Sebagai bentuk konkret menjaga daya saing industri dalam negeri, Kemenperin terus memperkuat kebijakan perlindungan pasar domestik terutama pada industri diluar KB. Salah satu strateginya adalah dengan mendorong penguatan penerapan Standar Nasional Indonesia (SNI) wajib, peningkatan pengawasan terhadap barang-barang impor, serta penguatan penerapan Tingkat Komponen Dalam Negeri (TKDN) pada berbagai sektor industri strategis.
"Permintaan dan penyerapan produk industri di pasar domestik sangat besar, mencapai sekitar 80 persen dari total produk manufaktur. Sisanya, 20 persen diserap oleh pasar ekspor. Ini menjadi potensi yang harus terus dijaga agar tetap dinikmati oleh industri nasional, bukan produk jadi impor," tegas Febri.
Di samping itu, Kemenperin juga sudah mengusulkan pemindahan pintu masuk impor ke wilayah timur Indonesia, khususnya untuk komoditas tertentu yang sudah diproduksi di dalam negeri.
Pemindahan pintu masuk impor ini diharapkan dapat menghambat masuknya barang yang sudah diproduksi di dalam negeri ke pasar domestik, sehingga industri dalam negeri dapat lebih terlindungi. Adapun wilayah pelabuhan yang diusulkan, antara lain di Bitung, Sulawesi Selatan dan Sorong, Papua Barat.
“Kemenperin aktif untuk terus berkoordinasi dengan kementerian dan lembaga terkait dalam upaya mendorong sinergi pengawasan barang impor di pasar domestik.
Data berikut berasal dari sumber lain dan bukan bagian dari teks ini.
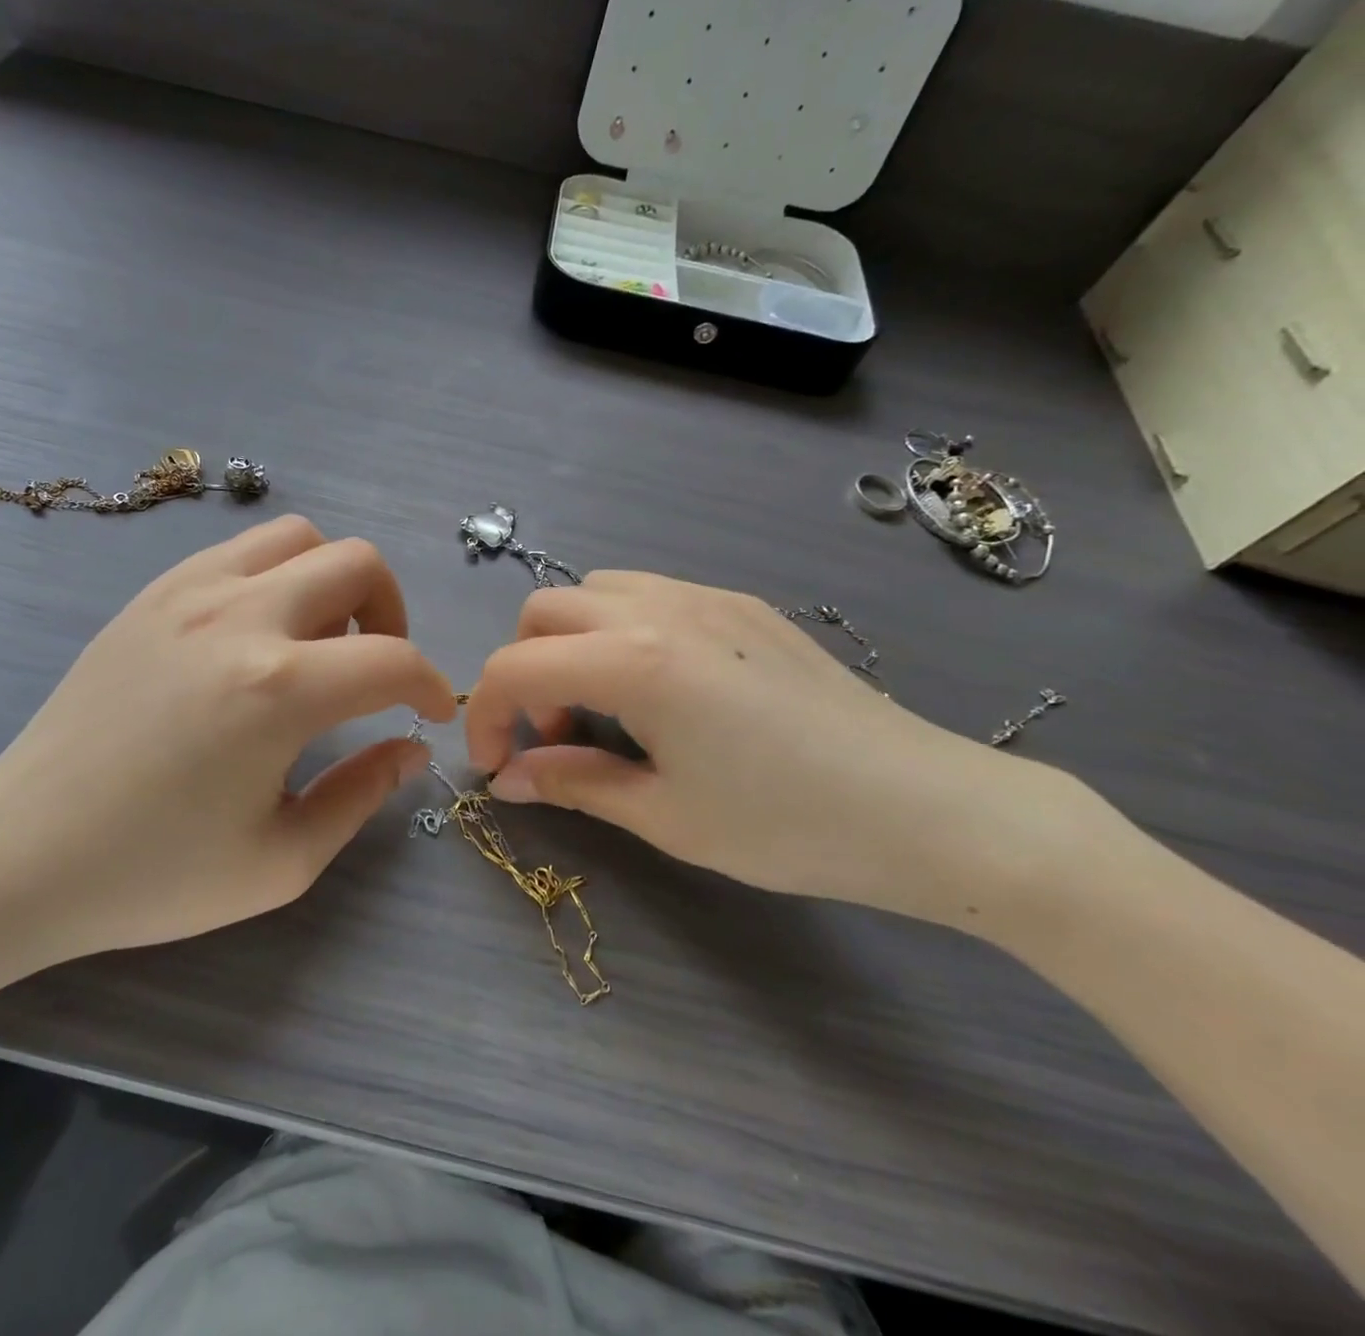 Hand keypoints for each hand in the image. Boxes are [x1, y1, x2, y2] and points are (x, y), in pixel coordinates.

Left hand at [0, 516, 451, 962]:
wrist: (23, 850)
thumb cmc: (154, 872)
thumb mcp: (281, 860)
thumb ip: (361, 795)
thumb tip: (410, 749)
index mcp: (279, 691)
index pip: (394, 659)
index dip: (431, 685)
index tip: (430, 712)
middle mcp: (241, 618)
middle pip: (358, 562)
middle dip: (392, 614)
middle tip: (376, 668)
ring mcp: (190, 592)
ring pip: (299, 537)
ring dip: (332, 581)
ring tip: (318, 641)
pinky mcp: (154, 593)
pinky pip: (240, 550)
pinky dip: (276, 575)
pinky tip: (259, 633)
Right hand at [465, 572, 1067, 927]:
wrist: (930, 808)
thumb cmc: (789, 825)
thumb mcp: (666, 816)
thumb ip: (575, 783)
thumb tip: (510, 779)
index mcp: (636, 662)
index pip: (515, 668)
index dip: (485, 718)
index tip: (499, 768)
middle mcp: (661, 608)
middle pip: (544, 611)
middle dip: (525, 670)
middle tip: (556, 736)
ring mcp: (707, 597)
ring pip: (595, 590)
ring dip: (572, 642)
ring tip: (605, 707)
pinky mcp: (743, 604)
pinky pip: (649, 593)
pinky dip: (620, 629)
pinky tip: (661, 688)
Langkah ini penting untuk menciptakan iklim usaha yang sehat dan berkeadilan bagi industri dalam negeri,” ujar Febri.
Dengan pengawasan yang lebih ketat di PLB dan Kawasan Berikat melalui langkah-langkah perlindungan lainnya, diharapkan industri dalam negeri semakin mampu bersaing dan memenuhi kebutuhan pasar domestik secara optimal.
“Kami optimistis apabila kebijakan ini terutama pengawasan lebih ketat untuk PLB dan pengembalian fungsi Kawasan Berikat dapat terlaksana dengan baik sesuai rencana dan targetnya, serta juga didukung koordinasi yang tepat, kinerja industri manufaktur akan bangkit lebih baik lagi untuk menopang pertumbuhan ekonomi nasional,” pungkasnya.